Wednesday, November 2, 2016

Victory

Proud of this girl today.




No, she didn’t win.  She didn’t even place high enough to move her to the next level.  In fact, I would say most races, she is solidly near the back of all the runners. 

But so what?

I’m proud of her because she forges ahead.  I’m proud of her because she does her best.  I’m proud of her because she conquers her fears every race.  I’m proud of her because the first thing I see after she crosses the finish line is a smile.  I’m proud of her because, after not making it last year, she tried out again.  She puts in the work (even racing when she was sick), she’s supportive of her friends on the team (this is the kid who, instead of enjoying a particularly good race for her, felt bad about beating a teammate in the home stretch sprint), and did I mention the smiling?

I’m proud of her, period, every day.  So many social media posts are centered around our children’s achievements – grades, honors, ribbons, touchdowns, goals – successes measurable on paper.  Don’t get me wrong, those are all reasons to be proud.  We as parents WANT to see our children succeed and excel, of course we do.  And we want to share that with family and friends, and yes, sometimes our own competitors (haha, the ugly side of social media). 

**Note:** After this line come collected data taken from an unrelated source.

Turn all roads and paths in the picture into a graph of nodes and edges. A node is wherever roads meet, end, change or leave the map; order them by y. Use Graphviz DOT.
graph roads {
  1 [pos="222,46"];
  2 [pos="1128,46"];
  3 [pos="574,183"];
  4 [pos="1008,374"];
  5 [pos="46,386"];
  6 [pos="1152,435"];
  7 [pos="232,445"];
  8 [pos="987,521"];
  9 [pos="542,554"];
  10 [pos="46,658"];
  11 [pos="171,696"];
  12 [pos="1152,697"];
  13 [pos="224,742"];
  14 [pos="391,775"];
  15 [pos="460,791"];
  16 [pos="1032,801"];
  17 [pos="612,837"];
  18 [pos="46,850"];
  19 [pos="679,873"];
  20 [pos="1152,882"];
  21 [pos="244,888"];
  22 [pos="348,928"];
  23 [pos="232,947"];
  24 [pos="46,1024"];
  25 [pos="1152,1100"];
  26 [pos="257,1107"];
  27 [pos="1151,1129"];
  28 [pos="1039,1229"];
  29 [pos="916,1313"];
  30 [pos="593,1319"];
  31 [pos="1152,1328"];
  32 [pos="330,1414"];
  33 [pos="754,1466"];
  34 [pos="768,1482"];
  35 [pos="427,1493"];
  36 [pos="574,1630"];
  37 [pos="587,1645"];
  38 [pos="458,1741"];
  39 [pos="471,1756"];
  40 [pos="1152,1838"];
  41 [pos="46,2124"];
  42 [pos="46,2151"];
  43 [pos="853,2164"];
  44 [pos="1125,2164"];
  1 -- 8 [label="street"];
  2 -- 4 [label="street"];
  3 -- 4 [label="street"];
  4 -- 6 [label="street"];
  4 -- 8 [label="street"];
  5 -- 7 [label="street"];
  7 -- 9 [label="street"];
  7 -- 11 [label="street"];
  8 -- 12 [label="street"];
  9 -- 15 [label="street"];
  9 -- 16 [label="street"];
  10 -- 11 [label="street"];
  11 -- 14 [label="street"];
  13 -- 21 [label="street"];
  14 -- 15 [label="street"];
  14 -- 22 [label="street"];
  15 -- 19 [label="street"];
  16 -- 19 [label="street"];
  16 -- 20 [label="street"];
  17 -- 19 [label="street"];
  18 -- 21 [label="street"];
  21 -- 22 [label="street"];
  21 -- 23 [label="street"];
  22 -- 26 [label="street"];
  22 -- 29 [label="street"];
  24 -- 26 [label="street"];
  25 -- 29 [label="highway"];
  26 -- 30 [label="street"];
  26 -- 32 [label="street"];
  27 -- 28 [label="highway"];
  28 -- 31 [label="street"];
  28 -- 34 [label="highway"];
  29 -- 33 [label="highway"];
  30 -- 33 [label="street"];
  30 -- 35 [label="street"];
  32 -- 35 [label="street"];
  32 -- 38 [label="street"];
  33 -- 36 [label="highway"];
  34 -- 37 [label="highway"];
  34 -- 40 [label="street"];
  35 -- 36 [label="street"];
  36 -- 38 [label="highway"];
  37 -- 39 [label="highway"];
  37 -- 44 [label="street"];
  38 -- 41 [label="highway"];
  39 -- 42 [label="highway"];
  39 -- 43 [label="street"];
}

I’m guilty too.  And although I’m super proud of my kids in those moments, it’s what my children do to get there that makes me even prouder than any hat trick or touchdown or scholastic award or first place finish ever could.  I want my kids to know I think they’re amazing for the times they excel, but I want them to also know that I think they’re amazing even when, or because, they don’t.  That is something I think we as parents sometimes forget.  Basking in the glory of our children’s achievements is awfully seductive sometimes.  Celebrating the times they fall short is much harder to do, but oh so important.  Today, she crossed the finish line in tears.  But it wasn't for lack of trying and it was her most amazing race, and therein lies her victory. 

So here, little Meems.  I am so proud of you today.  You ran with heart and you gave it your all and you went outside your comfort zone to be amazing.  Who cares where you finished?  You did your best and you’ll never regret that.  I think you are amazing.  And I am so very proud to be your mom.  Keep at it girl.  Keep giving your all and you will do amazing things.  I just know it.